= WHAT TO DO =
Locate every line in the records below that holds the word "building" and return each one.

------ DATA FOR THIS EXERCISE

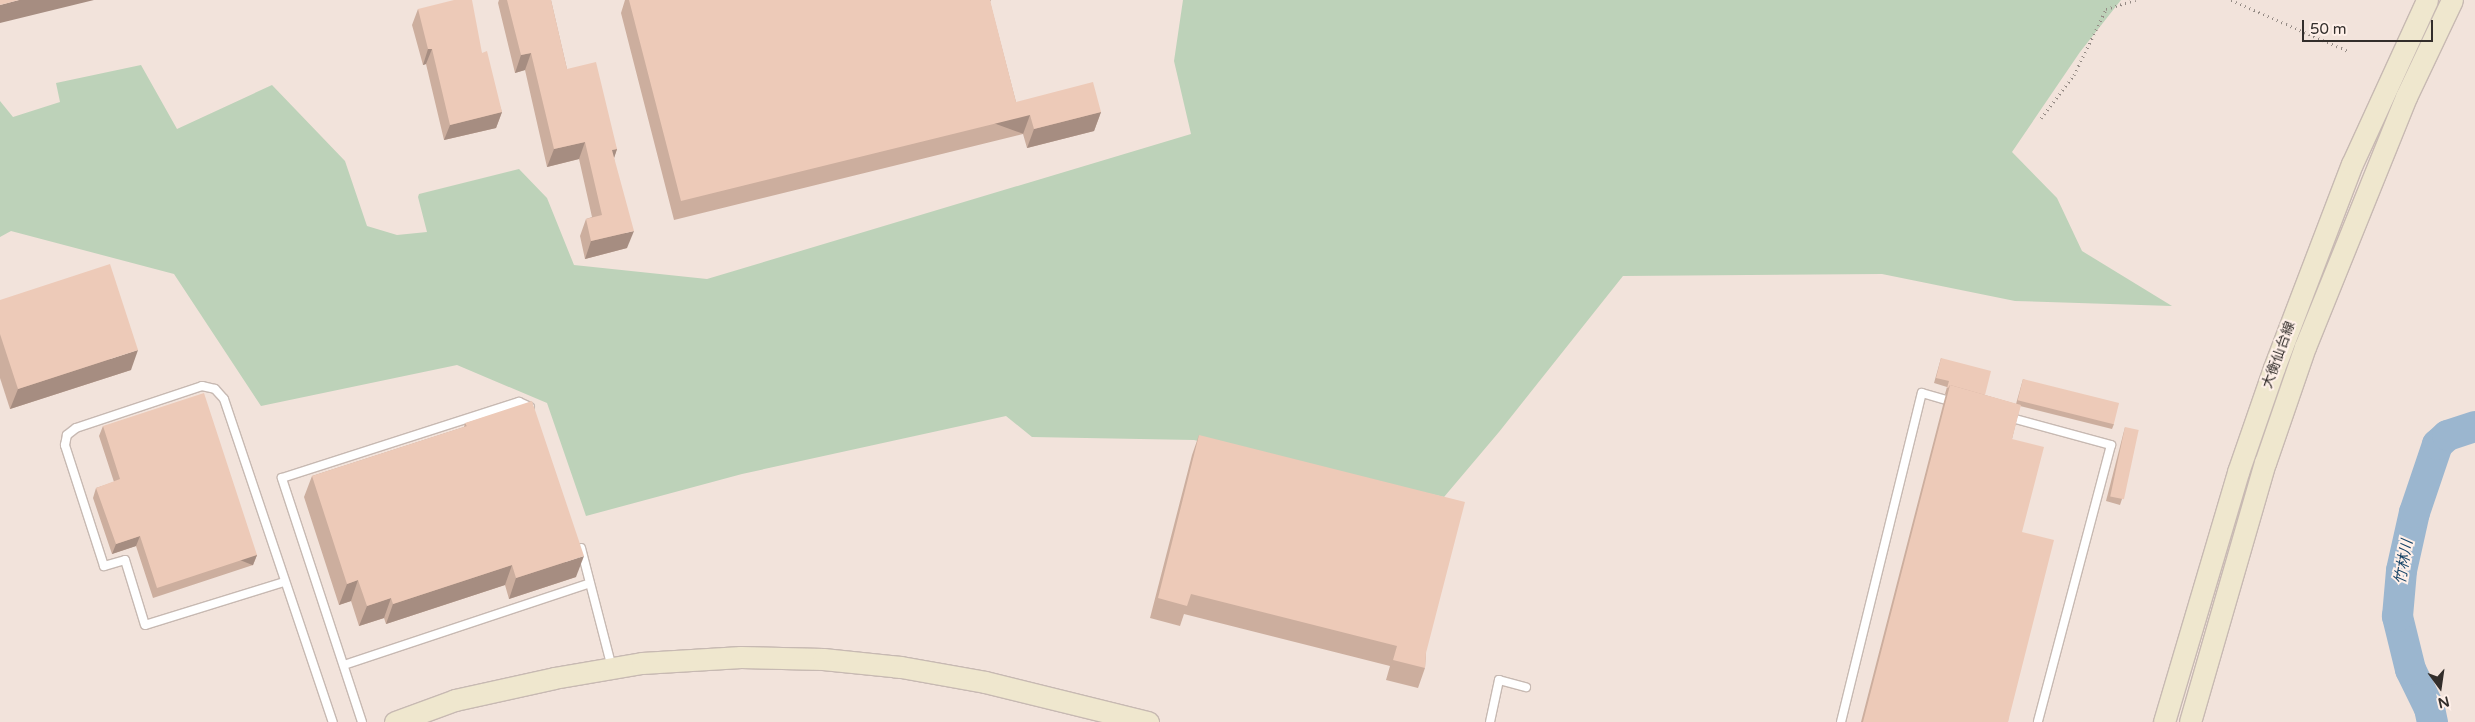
<!DOCTYPE html>
<meta charset="utf-8">
<style>
body{margin:0}
#map{position:relative;width:2475px;height:722px;overflow:hidden;background:#f2e3db;font-family:"Varela Round","Noto Sans JP",sans-serif}
div>[style]{position:absolute}
[style*='--x']{left:calc(var(--x)*1px);top:calc(var(--y)*1px);width:calc(var(--w)*1px);rotate:calc(var(--a)*1deg)}
.green>*{inset:0;background:#bdd2b9}
.river>*{height:31px;margin:-15.5px;padding:0 15.5px;transform-origin:15.5px;border-radius:15.5px;background:#9bb6cf}
.path>*{height:3px;margin-top:-1.5px;transform-origin:0;background:repeating-linear-gradient(90deg,#958b85 0 1px,transparent 0 5px)}
.roads{filter:drop-shadow(1px 0 #c7b9b2) drop-shadow(-1px 0 #c7b9b2) drop-shadow(0 1px #c7b9b2) drop-shadow(0 -1px #c7b9b2)}
.lane>*{height:8px;margin:-4px;padding:0 4px;transform-origin:4px;border-radius:4px;background:#fff}
.secondary>*{height:21px;margin:-10.5px;padding:0 10.5px;transform-origin:10.5px;border-radius:10.5px;background:#efe7ce}
.wall>*{inset:0;background:#ccae9e}
.shaded-wall>*{inset:0;background:#a68d81;transform-origin:0 0}
.building>*{inset:0;background:#edcab8;transform-origin:0 0}
span{translate:-50% -50%;white-space:nowrap;text-align:center;line-height:1.15;-webkit-text-stroke:4px #fff0e9;paint-order:stroke}
.street-label{font-size:14px;color:#332e2b}
.water-label{font-size:15px;color:#174366;font-style:italic}
.north{position:absolute;left:2415px;top:662px;width:50px;height:50px;-webkit-text-stroke:4px #fff0e9;paint-order:stroke;rotate:166deg;font-size:14px;font-weight:700;line-height:20px;text-align:center;color:#332e2b}
.north::after{content:'';display:block;margin:auto;width:18px;height:22px;background:#332e2b;clip-path:polygon(50% 0,100% 100%,50% 72%,0 100%)}
.scale{position:absolute;left:2302px;top:20px;width:131px;height:22px;box-sizing:border-box;border:2px solid #332e2b;border-top:0;padding-left:6px;font-size:15px;line-height:18px;white-space:nowrap;color:#332e2b;-webkit-text-stroke:4px #fff0e9;paint-order:stroke}
</style>
<div id="map">
<div class="green">
<i style="clip-path:polygon(1183px 0,2121px 0,2080px 52px,2012px 152px,2057px 198px,2082px 251px,2172px 306px,2015px 301px,1882px 274px,1623px 276px,1499px 432px,1444px 497px,1194px 440px,1032px 437px,1006px 416px,742px 474px,586px 516px,547px 403px,457px 365px,261px 406px,174px 274px,11px 231px,0 237px,0 101px,13px 117px,60px 102px,56px 83px,141px 65px,177px 129px,272px 85px,345px 161px,367px 226px,397px 235px,427px 232px,418px 197px,419px 194px,519px 169px,547px 198px,574px 265px,707px 279px,1191px 134px,1174px 61px)"></i>
</div>
<div class="river">
<i style="--x:2432;--y:722;--w:14;--a:-102"></i>
<i style="--x:2429;--y:708;--w:43;--a:-116"></i>
<i style="--x:2410;--y:669;--w:55;--a:-103.8"></i>
<i style="--x:2397;--y:616;--w:46;--a:-85"></i>
<i style="--x:2401;--y:570;--w:59;--a:-77.4"></i>
<i style="--x:2414;--y:512;--w:72;--a:-71.3"></i>
<i style="--x:2437;--y:444;--w:13;--a:-42"></i>
<i style="--x:2447;--y:435;--w:29;--a:-18"></i>
</div>
<div class="path">
<i style="--x:2231;--y:0;--w:128;--a:23.6"></i>
<i style="--x:2041;--y:118;--w:54;--a:-52.5"></i>
<i style="--x:2074;--y:75;--w:73;--a:-64.1"></i>
<i style="--x:2106;--y:9;--w:31;--a:-17"></i>
</div>
<div class="roads">
<div class="lane">
<i style="--x:2008;--y:417;--w:107;--a:15.2"></i>
<i style="--x:2111;--y:445;--w:286;--a:104.8"></i>
<i style="--x:581;--y:548;--w:124;--a:75.5"></i>
<i style="--x:284;--y:582;--w:145;--a:162.8"></i>
<i style="--x:145;--y:625;--w:68;--a:-107.1"></i>
<i style="--x:125;--y:560;--w:22;--a:164"></i>
<i style="--x:104;--y:566;--w:127;--a:-107.9"></i>
<i style="--x:65;--y:445;--w:10;--a:-79"></i>
<i style="--x:67;--y:435;--w:11;--a:-38"></i>
<i style="--x:76;--y:428;--w:133;--a:-18.4"></i>
<i style="--x:202;--y:386;--w:13;--a:13"></i>
<i style="--x:215;--y:389;--w:13;--a:48"></i>
<i style="--x:224;--y:399;--w:341;--a:71.4"></i>
<i style="--x:344;--y:665;--w:259;--a:-18.4"></i>
<i style="--x:362;--y:722;--w:257;--a:-108.2"></i>
<i style="--x:282;--y:478;--w:249;--a:-17.8"></i>
<i style="--x:519;--y:402;--w:12;--a:24"></i>
<i style="--x:1490;--y:722;--w:43;--a:-77.9"></i>
<i style="--x:1499;--y:680;--w:28;--a:15"></i>
<i style="--x:1841;--y:722;--w:339;--a:-76.2"></i>
<i style="--x:1922;--y:393;--w:32;--a:16"></i>
</div>
<div class="secondary">
<i style="--x:395;--y:722;--w:64;--a:-20.1"></i>
<i style="--x:455;--y:700;--w:101;--a:-12.5"></i>
<i style="--x:554;--y:678;--w:89;--a:-9.7"></i>
<i style="--x:642;--y:663;--w:99;--a:-3.5"></i>
<i style="--x:741;--y:657;--w:82;--a:1.4"></i>
<i style="--x:823;--y:659;--w:78;--a:5.9"></i>
<i style="--x:901;--y:667;--w:85;--a:10.1"></i>
<i style="--x:985;--y:682;--w:168;--a:13.8"></i>
<i style="--x:2164;--y:722;--w:261;--a:-73.5"></i>
<i style="--x:2238;--y:472;--w:110;--a:-70.9"></i>
<i style="--x:2274;--y:368;--w:218;--a:-69.1"></i>
<i style="--x:2352;--y:164;--w:180;--a:-65.4"></i>
<i style="--x:2190;--y:722;--w:270;--a:-73.9"></i>
<i style="--x:2265;--y:463;--w:123;--a:-71"></i>
<i style="--x:2305;--y:347;--w:270;--a:-68"></i>
<i style="--x:2406;--y:97;--w:107;--a:-64.6"></i>
</div>
</div>
<div class="wall">
<i style="clip-path:polygon(499px 0,551px 0,567px 69px,617px 149px,614px 158px,627px 248px,585px 259px,580px 236px,586px 219px,592px 217px,579px 159px,547px 167px,525px 70px,515px 73px,498px 3px)"></i>
<i style="clip-path:polygon(625px 0,991px 0,990px 2px,1016px 102px,1101px 112px,1094px 131px,1027px 148px,1023px 134px,674px 220px,621px 13px)"></i>
<i style="clip-path:polygon(418px 9px,482px 53px,502px 112px,496px 128px,444px 140px,426px 64px,423px 65px,412px 25px)"></i>
<i style="clip-path:polygon(0 300px,131px 370px,10px 409px,0 378px)"></i>
<i style="clip-path:polygon(1941px 358px,1985px 395px,2016px 404px,2023px 379px,2114px 424px,2112px 429px,2020px 406px,2012px 439px,2022px 532px,2008px 722px,1861px 722px,1943px 405px,1946px 394px,1945px 394px,1947px 387px,1934px 383px)"></i>
<i style="clip-path:polygon(465px 423px,576px 577px,509px 599px,505px 585px,386px 624px,384px 618px,359px 626px,351px 601px,339px 605px,304px 497px,312px 476px,464px 427px)"></i>
<i style="clip-path:polygon(103px 426px,257px 555px,253px 565px,153px 598px,136px 546px,112px 554px,93px 498px,96px 488px,114px 482px,99px 436px)"></i>
<i style="clip-path:polygon(2125px 427px,2122px 499px,2120px 505px,2106px 501px)"></i>
<i style="clip-path:polygon(1199px 435px,1426px 653px,1425px 668px,1418px 688px,1386px 680px,1390px 666px,1184px 614px,1180px 626px,1150px 618px,1192px 455px)"></i>
</div>
<div class="shaded-wall">
<i style="clip-path:polygon(19px 0,94px 0,0 23px,0 5px)"></i>
<i style="clip-path:polygon(428px 49px,432px 49px,426px 64px,423px 65px)"></i>
<i style="clip-path:polygon(531px 53px,525px 70px,515px 73px,521px 55px)"></i>
<i style="clip-path:polygon(502px 112px,496px 128px,444px 140px,450px 125px)"></i>
<i style="clip-path:polygon(1101px 112px,1094px 131px,1027px 148px,1034px 129px)"></i>
<i style="left:1030px;top:115px;width:20px;height:359px;rotate:110deg"></i>
<i style="clip-path:polygon(585px 142px,579px 159px,547px 167px,554px 149px)"></i>
<i style="clip-path:polygon(617px 149px,611px 167px,612px 150px)"></i>
<i style="clip-path:polygon(634px 231px,627px 248px,585px 259px,591px 241px)"></i>
<i style="clip-path:polygon(138px 350px,131px 370px,10px 409px,18px 389px)"></i>
<i style="clip-path:polygon(140px 536px,136px 546px,112px 554px,116px 544px)"></i>
<i style="left:257px;top:555px;width:11px;height:105px;rotate:112deg"></i>
<i style="clip-path:polygon(584px 556px,576px 577px,509px 599px,516px 578px)"></i>
<i style="clip-path:polygon(512px 565px,505px 585px,386px 624px,393px 604px)"></i>
<i style="clip-path:polygon(358px 580px,351px 601px,339px 605px,347px 584px)"></i>
<i style="clip-path:polygon(391px 598px,384px 618px,359px 626px,367px 606px)"></i>
</div>
<div class="building">
<i style="clip-path:polygon(0 0,19px 0,0 5px)"></i>
<i style="clip-path:polygon(454px 0,472px 0,482px 53px,487px 51px,502px 112px,450px 125px,432px 49px,428px 49px,418px 9px)"></i>
<i style="clip-path:polygon(507px 0,551px 0,567px 69px,596px 62px,617px 149px,612px 150px,634px 231px,591px 241px,586px 219px,602px 215px,585px 142px,554px 149px,531px 53px,521px 55px)"></i>
<i style="clip-path:polygon(629px 0,990px 0,1016px 102px,1093px 82px,1101px 112px,1034px 129px,1030px 115px,681px 201px)"></i>
<i style="clip-path:polygon(110px 264px,138px 350px,18px 389px,0 334px,0 300px)"></i>
<i style="clip-path:polygon(1941px 358px,1991px 371px,1985px 395px,1950px 385px,1948px 388px,1947px 388px,1949px 381px,1936px 378px)"></i>
<i style="left:2023px;top:379px;width:99px;height:22px;rotate:14deg"></i>
<i style="clip-path:polygon(1950px 385px,2021px 405px,2012px 439px,2044px 447px,2022px 532px,2054px 540px,2008px 722px,1863px 722px)"></i>
<i style="clip-path:polygon(204px 393px,257px 555px,157px 588px,140px 536px,116px 544px,96px 488px,120px 479px,103px 426px)"></i>
<i style="clip-path:polygon(532px 401px,584px 556px,516px 578px,512px 565px,393px 604px,391px 598px,367px 606px,358px 580px,347px 584px,312px 476px,467px 426px,465px 423px)"></i>
<i style="left:2125px;top:427px;width:14px;height:71px;rotate:12deg"></i>
<i style="clip-path:polygon(1199px 435px,1465px 502px,1426px 653px,1425px 668px,1393px 660px,1397px 646px,1191px 594px,1187px 606px,1158px 598px)"></i>
</div>
<div class="street-label">
<span style="left:2279px;top:355px;rotate:-70deg">大衡仙台線</span>
</div>
<div class="water-label">
<span style="left:2404px;top:562px;rotate:-80deg">竹林川</span>
</div>
<div class="north">N</div>
<div class="scale">50 m</div>
</div>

------------

= FINISHED TASK =
.building>*{inset:0;background:#edcab8;transform-origin:0 0}
<div class="building">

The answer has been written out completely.